That having been said, there are a number of cautions:
1. The ETR can't be relied upon to correctly tell the ITR anything. As
near as I can tell, most if not all protocols that rely on an
intermediate node telling the originator or some other intermediate
node about its failure tend to run in to trouble.
Perhaps an example where it almost works would be more instructive
than the many discarded protocols where it fails outright: Path MTU
discovery. Need I say more?
2. In a pull-based protocol, I think there is some value to making
notification elements like this optional. Doing so both allows
compliant implementations that aren't excessively complex and serves
to remind us that the preemptive notification is frequently-useful
speed-up, not a reliable core part of the protocol.
> > TRRP has a notification system: http://bill.herrin.us/network/trrp-preempt.html
> > Notification is an optional component. The system is designed to work
> > acceptably without it but work faster with it.

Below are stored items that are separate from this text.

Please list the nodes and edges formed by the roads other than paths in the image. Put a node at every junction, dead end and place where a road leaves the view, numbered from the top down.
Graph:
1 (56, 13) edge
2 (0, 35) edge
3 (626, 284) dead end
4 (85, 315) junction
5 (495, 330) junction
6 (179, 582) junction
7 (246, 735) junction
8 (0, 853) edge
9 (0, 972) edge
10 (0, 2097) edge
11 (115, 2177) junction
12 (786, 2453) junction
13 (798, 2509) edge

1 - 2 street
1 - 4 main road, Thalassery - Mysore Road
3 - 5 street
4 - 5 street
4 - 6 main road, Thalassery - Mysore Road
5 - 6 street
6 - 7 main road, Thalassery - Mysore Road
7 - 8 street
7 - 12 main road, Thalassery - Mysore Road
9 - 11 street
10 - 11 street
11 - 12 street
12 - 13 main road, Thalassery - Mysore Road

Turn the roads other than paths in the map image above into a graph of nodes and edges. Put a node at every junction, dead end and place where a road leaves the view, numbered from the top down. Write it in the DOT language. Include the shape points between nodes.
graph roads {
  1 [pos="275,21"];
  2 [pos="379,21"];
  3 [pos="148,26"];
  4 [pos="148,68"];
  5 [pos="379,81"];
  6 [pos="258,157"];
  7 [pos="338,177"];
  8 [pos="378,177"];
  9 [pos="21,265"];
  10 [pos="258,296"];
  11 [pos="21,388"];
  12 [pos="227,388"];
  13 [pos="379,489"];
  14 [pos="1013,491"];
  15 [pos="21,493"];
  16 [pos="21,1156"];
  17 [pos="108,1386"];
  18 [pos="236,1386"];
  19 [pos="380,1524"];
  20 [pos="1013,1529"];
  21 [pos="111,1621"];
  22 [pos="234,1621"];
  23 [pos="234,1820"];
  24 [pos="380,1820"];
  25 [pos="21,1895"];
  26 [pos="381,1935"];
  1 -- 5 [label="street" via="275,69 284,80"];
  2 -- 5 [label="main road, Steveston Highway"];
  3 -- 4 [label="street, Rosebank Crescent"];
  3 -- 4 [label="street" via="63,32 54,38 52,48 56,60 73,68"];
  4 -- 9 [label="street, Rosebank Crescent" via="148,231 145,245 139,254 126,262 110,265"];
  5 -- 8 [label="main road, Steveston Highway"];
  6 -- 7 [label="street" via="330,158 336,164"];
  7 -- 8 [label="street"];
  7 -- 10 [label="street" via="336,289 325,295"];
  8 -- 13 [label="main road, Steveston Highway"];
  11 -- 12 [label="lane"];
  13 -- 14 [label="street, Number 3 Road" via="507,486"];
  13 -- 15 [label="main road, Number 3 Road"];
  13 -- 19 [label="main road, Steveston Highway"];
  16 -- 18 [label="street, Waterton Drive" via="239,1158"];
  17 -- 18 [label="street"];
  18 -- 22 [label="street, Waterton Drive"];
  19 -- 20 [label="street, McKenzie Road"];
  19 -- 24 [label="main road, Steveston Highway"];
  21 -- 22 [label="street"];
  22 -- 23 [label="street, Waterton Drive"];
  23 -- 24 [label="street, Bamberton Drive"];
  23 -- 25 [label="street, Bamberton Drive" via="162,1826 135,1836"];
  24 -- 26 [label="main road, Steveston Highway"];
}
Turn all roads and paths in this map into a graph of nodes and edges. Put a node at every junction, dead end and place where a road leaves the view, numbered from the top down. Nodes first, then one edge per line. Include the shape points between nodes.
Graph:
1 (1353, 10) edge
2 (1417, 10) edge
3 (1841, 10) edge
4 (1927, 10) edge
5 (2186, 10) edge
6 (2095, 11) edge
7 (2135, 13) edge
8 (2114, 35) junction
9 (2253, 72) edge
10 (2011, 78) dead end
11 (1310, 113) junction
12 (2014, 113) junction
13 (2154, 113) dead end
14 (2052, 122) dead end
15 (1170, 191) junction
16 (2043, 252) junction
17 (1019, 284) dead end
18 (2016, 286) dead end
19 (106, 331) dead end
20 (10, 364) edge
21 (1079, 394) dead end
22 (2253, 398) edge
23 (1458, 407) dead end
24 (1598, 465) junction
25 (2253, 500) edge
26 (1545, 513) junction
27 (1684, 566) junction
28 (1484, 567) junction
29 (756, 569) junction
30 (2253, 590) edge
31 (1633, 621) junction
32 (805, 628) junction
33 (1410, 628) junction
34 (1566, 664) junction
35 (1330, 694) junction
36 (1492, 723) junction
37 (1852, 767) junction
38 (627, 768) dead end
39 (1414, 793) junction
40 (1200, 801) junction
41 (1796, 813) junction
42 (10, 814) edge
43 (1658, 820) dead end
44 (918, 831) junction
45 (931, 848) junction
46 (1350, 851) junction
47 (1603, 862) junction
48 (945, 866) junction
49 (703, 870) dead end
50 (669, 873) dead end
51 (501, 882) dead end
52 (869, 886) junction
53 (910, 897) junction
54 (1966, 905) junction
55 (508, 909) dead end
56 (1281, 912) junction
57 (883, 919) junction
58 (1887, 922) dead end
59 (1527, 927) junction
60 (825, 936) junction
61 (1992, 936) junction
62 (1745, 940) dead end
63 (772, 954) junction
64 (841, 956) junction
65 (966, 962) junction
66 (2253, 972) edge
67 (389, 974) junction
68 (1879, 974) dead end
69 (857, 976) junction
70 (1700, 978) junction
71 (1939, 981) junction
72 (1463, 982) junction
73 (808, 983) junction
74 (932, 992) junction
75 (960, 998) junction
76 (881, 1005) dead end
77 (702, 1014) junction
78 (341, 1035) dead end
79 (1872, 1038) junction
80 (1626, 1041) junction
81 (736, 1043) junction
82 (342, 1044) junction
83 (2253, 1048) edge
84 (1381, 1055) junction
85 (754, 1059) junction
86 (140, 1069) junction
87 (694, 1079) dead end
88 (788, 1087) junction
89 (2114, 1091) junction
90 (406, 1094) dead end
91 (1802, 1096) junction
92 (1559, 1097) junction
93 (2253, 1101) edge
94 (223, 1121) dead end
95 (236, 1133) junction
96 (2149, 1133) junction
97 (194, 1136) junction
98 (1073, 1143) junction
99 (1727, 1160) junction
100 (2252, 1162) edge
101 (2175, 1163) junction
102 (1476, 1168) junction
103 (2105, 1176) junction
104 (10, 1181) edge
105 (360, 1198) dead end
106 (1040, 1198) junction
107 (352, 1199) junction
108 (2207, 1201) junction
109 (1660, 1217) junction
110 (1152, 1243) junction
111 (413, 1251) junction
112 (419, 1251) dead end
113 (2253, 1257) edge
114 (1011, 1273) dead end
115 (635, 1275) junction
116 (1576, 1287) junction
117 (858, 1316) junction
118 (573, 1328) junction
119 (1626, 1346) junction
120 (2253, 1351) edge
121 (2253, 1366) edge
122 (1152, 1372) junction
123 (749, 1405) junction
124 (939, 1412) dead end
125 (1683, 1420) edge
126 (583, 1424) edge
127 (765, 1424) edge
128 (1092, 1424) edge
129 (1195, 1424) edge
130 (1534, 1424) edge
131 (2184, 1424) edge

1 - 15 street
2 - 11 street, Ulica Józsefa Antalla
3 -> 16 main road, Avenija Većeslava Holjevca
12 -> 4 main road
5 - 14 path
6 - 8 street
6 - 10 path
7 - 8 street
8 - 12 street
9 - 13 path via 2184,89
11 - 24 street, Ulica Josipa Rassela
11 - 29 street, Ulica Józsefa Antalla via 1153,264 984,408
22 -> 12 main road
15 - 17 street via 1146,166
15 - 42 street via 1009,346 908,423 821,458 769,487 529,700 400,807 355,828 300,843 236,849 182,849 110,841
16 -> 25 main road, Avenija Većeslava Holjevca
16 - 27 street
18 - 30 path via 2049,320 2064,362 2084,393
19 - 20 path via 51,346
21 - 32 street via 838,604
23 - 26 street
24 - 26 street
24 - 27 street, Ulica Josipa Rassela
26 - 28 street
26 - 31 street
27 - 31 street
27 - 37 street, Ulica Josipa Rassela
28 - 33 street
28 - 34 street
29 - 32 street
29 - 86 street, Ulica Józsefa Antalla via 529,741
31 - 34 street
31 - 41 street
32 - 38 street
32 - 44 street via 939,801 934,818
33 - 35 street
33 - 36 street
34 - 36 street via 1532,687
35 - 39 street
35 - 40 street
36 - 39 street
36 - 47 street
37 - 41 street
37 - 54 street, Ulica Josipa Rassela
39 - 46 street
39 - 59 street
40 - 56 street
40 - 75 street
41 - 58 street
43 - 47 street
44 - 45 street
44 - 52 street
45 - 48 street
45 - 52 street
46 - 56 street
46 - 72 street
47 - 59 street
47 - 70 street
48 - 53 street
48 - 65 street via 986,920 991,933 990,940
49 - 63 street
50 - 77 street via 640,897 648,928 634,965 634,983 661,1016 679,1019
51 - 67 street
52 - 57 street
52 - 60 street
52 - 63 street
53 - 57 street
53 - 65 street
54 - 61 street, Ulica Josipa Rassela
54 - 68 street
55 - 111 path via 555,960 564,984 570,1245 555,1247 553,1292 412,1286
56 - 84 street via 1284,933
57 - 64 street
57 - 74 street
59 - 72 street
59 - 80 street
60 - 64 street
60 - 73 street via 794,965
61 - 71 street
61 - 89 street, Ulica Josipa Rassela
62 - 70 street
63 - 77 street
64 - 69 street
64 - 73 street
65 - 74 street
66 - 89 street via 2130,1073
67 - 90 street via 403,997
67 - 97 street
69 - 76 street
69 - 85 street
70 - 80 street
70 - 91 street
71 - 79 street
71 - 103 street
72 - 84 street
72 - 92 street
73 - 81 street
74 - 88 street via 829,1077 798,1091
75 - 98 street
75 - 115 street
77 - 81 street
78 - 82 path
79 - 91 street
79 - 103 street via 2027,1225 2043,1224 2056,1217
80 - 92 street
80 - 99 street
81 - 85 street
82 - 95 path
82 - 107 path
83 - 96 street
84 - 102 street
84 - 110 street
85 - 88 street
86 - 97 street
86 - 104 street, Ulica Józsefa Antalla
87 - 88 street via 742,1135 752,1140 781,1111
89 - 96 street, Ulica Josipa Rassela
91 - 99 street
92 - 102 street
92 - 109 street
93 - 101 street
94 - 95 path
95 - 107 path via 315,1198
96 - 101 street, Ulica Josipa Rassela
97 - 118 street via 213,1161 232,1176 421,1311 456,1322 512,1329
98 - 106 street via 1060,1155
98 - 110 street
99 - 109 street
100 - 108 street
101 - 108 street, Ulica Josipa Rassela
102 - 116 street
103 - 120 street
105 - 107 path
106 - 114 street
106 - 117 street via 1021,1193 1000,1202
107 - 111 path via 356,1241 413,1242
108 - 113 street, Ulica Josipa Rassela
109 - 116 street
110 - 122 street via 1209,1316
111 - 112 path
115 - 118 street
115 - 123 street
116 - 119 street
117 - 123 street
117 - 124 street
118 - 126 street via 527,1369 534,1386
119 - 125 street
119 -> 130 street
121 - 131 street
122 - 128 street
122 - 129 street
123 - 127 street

> > Without notifications, the maximum effective change rate per map is
> > about once every 10 seconds. That interval has enough overhead that
> > folks who are just doing multihoming service restoration will normally
> > back it off further. For every communication where notification is
> > supported at both the ITR and map server, TRRP can in the average case
> > switch to the new map within a fraction of a second after the map is
> > published.
> I included your text, and noted that I don't yet fully understand it.
The speed with which a TRRP map can be updated depends most directly
on the originator of the map and the completely arbitrary timeout
value he gives it. My comments above were primarily an observation
that once you get below about 10 seconds, other factors besides that
TTL start to provide a noticeable percentage of the update delay.
When the preemptive notifications are implemented and the notification
packet isn't lost, cutover to the updated map will be faster, often
less than a second, regardless of the timeout. The preemptive
notifications should usually work but they're not guaranteed to.
> > or http://lists.arin.net/pipermail/ppml/2008-March/010475.html
> > comes in to play and he'll pay the aggregator.
> I included your text, but have not read the PPML message yet.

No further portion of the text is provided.